I should mention that during the 1st full week of school, my schedule was crazy – 5:30am wake up in order to read and get to school by 7:30am… teacher devotionals at 7:45am… 6 classes in a row with a 30 minute lunch break…done at 2:55pm…left school by 7:00pm… quick dinner and then worked until 11:30pm every night. Friday I felt like I had jet lag. This week, I’m not doing that. I’ve been leaving work at 5:30pm. I got a little crazy with the planning and activities on the 1st full week and I overdid it. My co-workers tell me to pace myself.

I’m half way through my 2nd week of classes and I’m loving it. I know that I’m going to have to put in extra hours of work, but what I love most is getting to interact with the students (my favorites are the 7th graders). I get to talk to them, I get to encourage them, I get to know them, I get to teach them about Creation…

Other perks of teaching: A huge office (the classroom), two huge windows (in the classroom), immediate access to a door to go outside (vs. cubical life), Christian teacher co-workers (they are great), a Christian boss, and vacations…

I got my 1st paycheck last week and it was less than 1/2 of what my paycheck used to be, however it is enough for what I need, I think… It matches up with the budget I created last year before I decided to leave my engineering job for teaching.


I survived!

August 26, 2007

Thursday was the first day of school and I survived. Wow, it’s a fast pace… class after class after class. I decided to give myself permission not to worry about taking attendance because I was more interested in making sure I had everything else going smoothly. Attendance would have required me plugging in my computer, remembering the log in and password to get on the net at school, and then logging into our online attendance system with a different login and password. Complicated, but I was able to do it on Friday. And I had lunch duty on Thursday too. The middle school group is outstanding – well behaved, intelligent, cute, and respectful. The high schoolers are great except for a few who have that look on their face like they could care less about what I was saying. BUT, overall, I’m really excited about the year.

It’s going to be an extremely busy year. I realize that with a lot of planning, the day runs very smoothly and everyone has fun (me & the students). I like to know where papers are and make sure the students have stuff to do at all times. I did a lot of Q&A in science on Friday and I think it went well.

Next week I told the students (the middle schoolers) that we were going to dissect a potato. Some of them got wide eyed… then I told them I was just kidding. Actually we are going to do a controlled experiment with manipulated variables and responding varialbes using a potato.

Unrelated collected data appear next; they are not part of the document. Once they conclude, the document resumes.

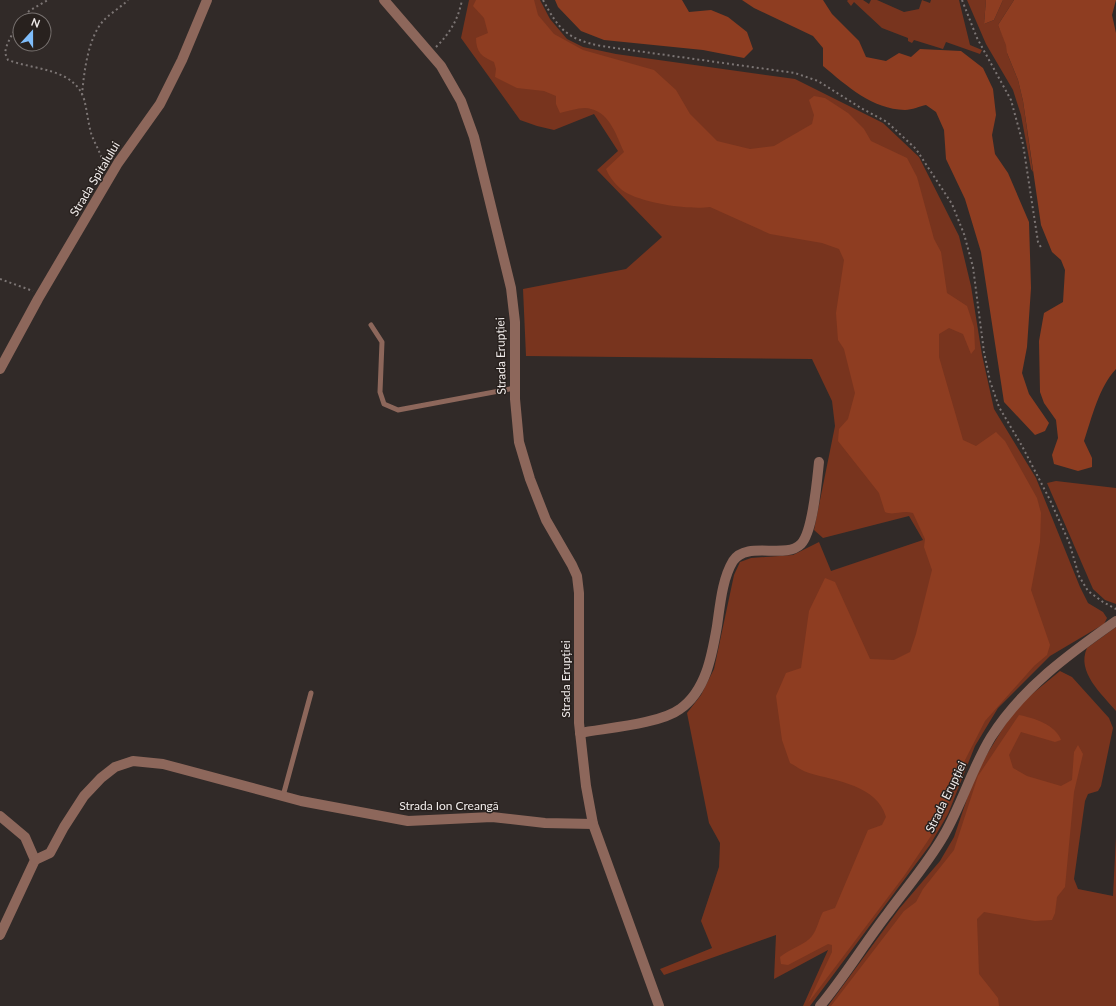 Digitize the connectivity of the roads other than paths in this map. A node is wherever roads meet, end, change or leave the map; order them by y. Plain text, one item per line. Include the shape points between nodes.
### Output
1 (208, 0) edge
2 (384, 0) edge
3 (371, 324) dead end
4 (0, 369) edge
5 (515, 388) junction
6 (819, 462) dead end
7 (1116, 621) edge
8 (311, 693) dead end
9 (580, 733) junction
10 (283, 796) junction
11 (0, 816) edge
12 (593, 824) junction
13 (35, 860) junction
14 (0, 935) edge
15 (659, 1006) edge
16 (820, 1006) edge

1 - 4 street, Strada Spitalului via 160,104 118,163 40,295
2 - 5 street, Strada Erupției via 441,66 461,101 474,137 511,288 515,322
3 - 5 lane via 382,342 380,392 384,404 390,407 398,410
5 - 9 street, Strada Erupției via 519,442 530,480 546,520 577,576
6 - 9 street, Strada Erupției via 808,532 802,543 790,549 747,552 733,562 725,581 710,664 688,702 679,710 651,720
7 - 16 street, Strada Erupției via 1077,648 1018,700 991,737 944,834 917,877
8 - 10 lane
9 - 12 street, Strada Erupției
10 - 12 street, Strada Ion Creangă via 408,821 492,817 545,823
10 - 13 street, Strada Ion Creangă via 163,764 133,761 122,763 101,778 84,796 50,853
11 - 13 street via 25,837
12 - 15 street, Strada Erupției
13 - 14 street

One half of the potato will be exposed to light while the other half of the potato will be kept in darkness. We’ll count the spuds coming off after 1 week and again after 2 weeks. I thought about doing the keeping flowers fresh lab, but flowers are more expensive than potatoes…

Friday we had chapel. We’ll have chapel every Monday and Friday. Chapel consists of worship music and a short message. As I was sitting next to some really nice teachers and singing worship music, I realized… I’M AT WORK!! Praising God at work!! I love it.

Today I planned lessons from 1-7:30pm. I met up with a friend for dinner and felt good to have a break. But planning lessons is fun because I really like the topics. The high school science topic is intimidating because it isn’t my specialty. The middle school topics are less intimidating. And Pre-Algebra is just plain fun.

It’ll be good to keep a journal on this blog. I know there will be trials too. I also want to give thanks and praise to the Lord for this blessing He has prepared for me and given me. And I want to say and believe that everything I do is all by His strength. But I try hard and I forget to ask Him… but I need to take time to continually ask Him to help me with planning and what I’m going to say and how I’m going to keep up the energy to do this until May! God is so good.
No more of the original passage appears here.